Héctor Valenzuela Valderrama (1923–1978) was a Chilean lawyer, diplomat and politician.

He served as Deputy for the 7th Departamental Group during the XLV Legislative Period (1965–1969) and the XLVI Legislative Period (1969–1973), presiding over the Chamber of Deputies in 1969.

==Early life==
He was born in Santiago on 21 October 1923, the son of Luis Alberto Valenzuela Labbé and Josefina Valderrama Labbé. He studied at the Instituto Nacional and the Pontifical Seminary of Santiago. Later he studied law at the University of Chile, and subsequently obtained doctorates in philosophy, Theology and Canon Law at the Pontifical Catholic University of Chile. He also pursued studies in Rome at the Angelicum Institute of Canon Law.

==Political career==
Nicknamed "Sotana Valenzuela" for his early seminary training, he began in politics as a member of the Conservative Party (1943–1948). In 1948 he joined the Social Christian Conservative Party and later was among the founders of the Christian Democratic Party in 1957.

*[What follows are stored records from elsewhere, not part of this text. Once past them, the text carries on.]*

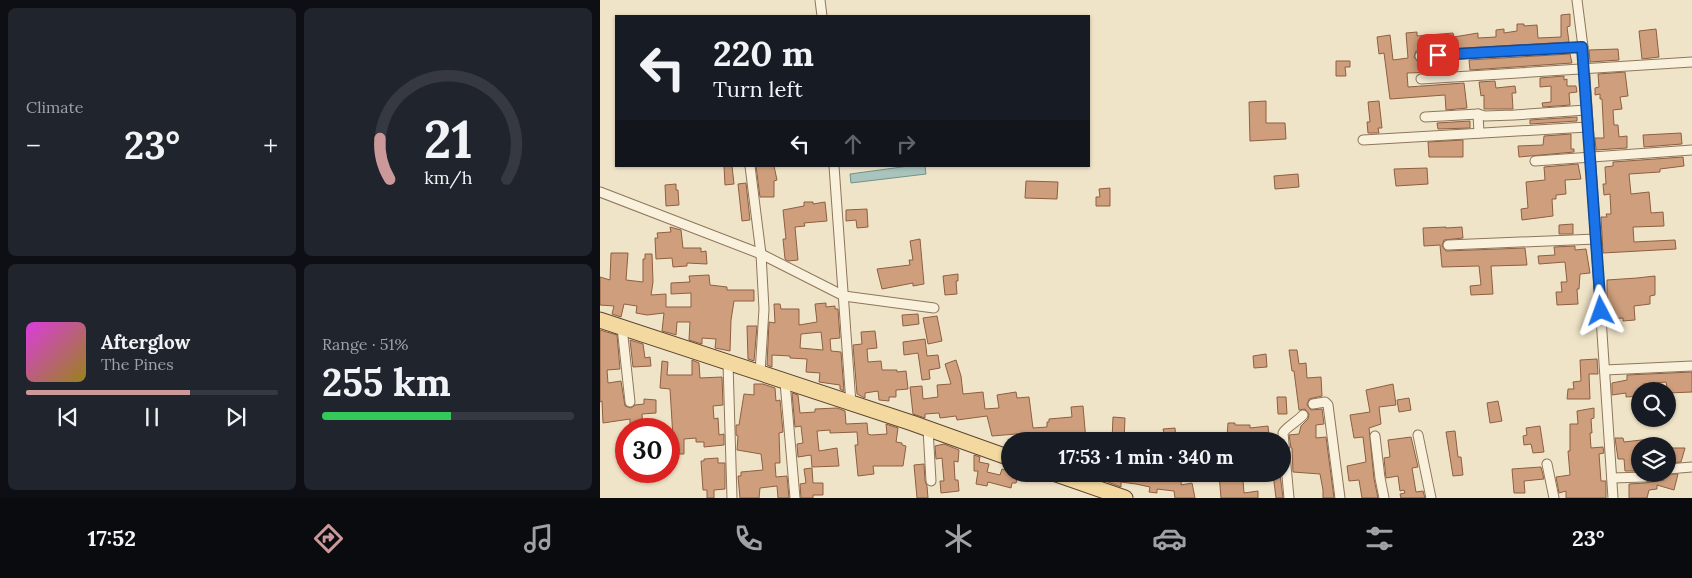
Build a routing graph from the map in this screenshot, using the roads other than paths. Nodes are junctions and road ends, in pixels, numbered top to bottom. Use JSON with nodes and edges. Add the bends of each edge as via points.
{"nodes":[{"id":1,"x":820,"y":0,"type":"edge"},
{"id":2,"x":1577,"y":0,"type":"edge"},
{"id":3,"x":822,"y":15,"type":"edge"},
{"id":4,"x":1582,"y":47,"type":"junction"},
{"id":5,"x":1420,"y":56,"type":"dead end"},
{"id":6,"x":1692,"y":62,"type":"edge"},
{"id":7,"x":1584,"y":68,"type":"junction"},
{"id":8,"x":1421,"y":79,"type":"dead end"},
{"id":9,"x":1586,"y":110,"type":"junction"},
{"id":10,"x":1478,"y":114,"type":"junction"},
{"id":11,"x":1425,"y":117,"type":"dead end"},
{"id":12,"x":1587,"y":127,"type":"junction"},
{"id":13,"x":1479,"y":134,"type":"junction"},
{"id":14,"x":1363,"y":140,"type":"dead end"},
{"id":15,"x":1692,"y":150,"type":"edge"},
{"id":16,"x":1590,"y":156,"type":"junction"},
{"id":17,"x":1535,"y":161,"type":"dead end"},
{"id":18,"x":750,"y":167,"type":"edge"},
{"id":19,"x":834,"y":167,"type":"edge"},
{"id":20,"x":600,"y":192,"type":"edge"},
{"id":21,"x":1596,"y":239,"type":"junction"},
{"id":22,"x":1448,"y":245,"type":"dead end"},
{"id":23,"x":761,"y":254,"type":"junction"},
{"id":24,"x":844,"y":296,"type":"junction"},
{"id":25,"x":934,"y":308,"type":"dead end"},
{"id":26,"x":600,"y":320,"type":"edge"},
{"id":27,"x":622,"y":327,"type":"junction"},
{"id":28,"x":728,"y":363,"type":"junction"},
{"id":29,"x":1692,"y":366,"type":"edge"},
{"id":30,"x":1605,"y":370,"type":"junction"},
{"id":31,"x":760,"y":374,"type":"junction"},
{"id":32,"x":785,"y":382,"type":"junction"},
{"id":33,"x":630,"y":402,"type":"dead end"},
{"id":34,"x":851,"y":404,"type":"junction"},
{"id":35,"x":1313,"y":404,"type":"dead end"},
{"id":36,"x":1303,"y":415,"type":"dead end"},
{"id":37,"x":928,"y":429,"type":"junction"},
{"id":38,"x":1418,"y":435,"type":"dead end"},
{"id":39,"x":1375,"y":436,"type":"dead end"},
{"id":40,"x":1001,"y":455,"type":"edge"},
{"id":41,"x":1547,"y":464,"type":"dead end"},
{"id":42,"x":1692,"y":468,"type":"edge"},
{"id":43,"x":1676,"y":469,"type":"edge"},
{"id":44,"x":1631,"y":477,"type":"edge"},
{"id":45,"x":1612,"y":478,"type":"junction"},
{"id":46,"x":931,"y":481,"type":"dead end"},
{"id":47,"x":1079,"y":482,"type":"edge"},
{"id":48,"x":732,"y":498,"type":"edge"},
{"id":49,"x":795,"y":498,"type":"edge"},
{"id":50,"x":1125,"y":498,"type":"edge"},
{"id":51,"x":1289,"y":498,"type":"edge"},
{"id":52,"x":1340,"y":498,"type":"edge"},
{"id":53,"x":1384,"y":498,"type":"edge"},
{"id":54,"x":1430,"y":498,"type":"edge"},
{"id":55,"x":1554,"y":498,"type":"edge"},
{"id":56,"x":1613,"y":498,"type":"edge"}],
"edges":[{"from":1,"to":3,"type":"street"},
{"from":2,"to":4,"type":"street"},
{"from":4,"to":5,"type":"street"},
{"from":4,"to":7,"type":"street"},
{"from":6,"to":7,"type":"street"},
{"from":7,"to":8,"type":"street"},
{"from":7,"to":9,"type":"street"},
{"from":9,"to":10,"type":"street"},
{"from":9,"to":12,"type":"street"},
{"from":10,"to":11,"type":"street"},
{"from":10,"to":13,"type":"street"},
{"from":12,"to":13,"type":"street"},
{"from":12,"to":16,"type":"street"},
{"from":13,"to":14,"type":"street"},
{"from":15,"to":16,"type":"street"},
{"from":16,"to":17,"type":"street"},
{"from":16,"to":21,"type":"street"},
{"from":18,"to":23,"type":"street"},
{"from":19,"to":24,"type":"street"},
{"from":20,"to":23,"type":"street"},
{"from":21,"to":22,"type":"street"},
{"from":21,"to":30,"type":"street"},
{"from":23,"to":24,"type":"street"},
{"from":23,"to":31,"type":"street","via":[[764,309]]},
{"from":24,"to":25,"type":"street"},
{"from":24,"to":34,"type":"street"},
{"from":26,"to":27,"type":"main road"},
{"from":27,"to":28,"type":"main road"},
{"from":27,"to":33,"type":"street"},
{"from":28,"to":31,"type":"main road"},
{"from":28,"to":48,"type":"street"},
{"from":29,"to":30,"type":"street"},
{"from":30,"to":45,"type":"street"},
{"from":31,"to":32,"type":"main road"},
{"from":32,"to":34,"type":"main road"},
{"from":32,"to":49,"type":"street"},
{"from":34,"to":37,"type":"main road"},
{"from":35,"to":52,"type":"street","via":[[1325,402],[1328,405]]},
{"from":36,"to":51,"type":"street","via":[[1283,433]]},
{"from":37,"to":40,"type":"main road"},
{"from":37,"to":46,"type":"street"},
{"from":38,"to":54,"type":"street"},
{"from":39,"to":53,"type":"street"},
{"from":41,"to":55,"type":"street"},
{"from":42,"to":43,"type":"street"},
{"from":44,"to":45,"type":"street"},
{"from":45,"to":56,"type":"street"},
{"from":47,"to":50,"type":"main road"}]}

In parallel to his academic and professional activities, he was professor of philosophy and theology at the Pontifical Catholic University and professor of philosophy at the Faculty of Law of the University of Chile. He also served as a lawyer of the ecclesiastical tribunals of Cardinal José María Caro. He managed CB-66 Radio Chilena between 1953 and 1957 and founded the Catholic Action Radio in 1944.

Elected Deputy for the 7th Departamental Group in the 1965 elections, he sat on the Foreign Relations Commission and presided over the Labor and Social Security Commission. Reelected in 1969, he presided over the Chamber of Deputies from 4 June to 9 September 1969.

He also represented Chile at the XXV Extraordinary Meeting of the Inter-American Committee on Social Security in Lima in 1968.

==Death==
He died in Santiago on 17 February 1978, aged 54.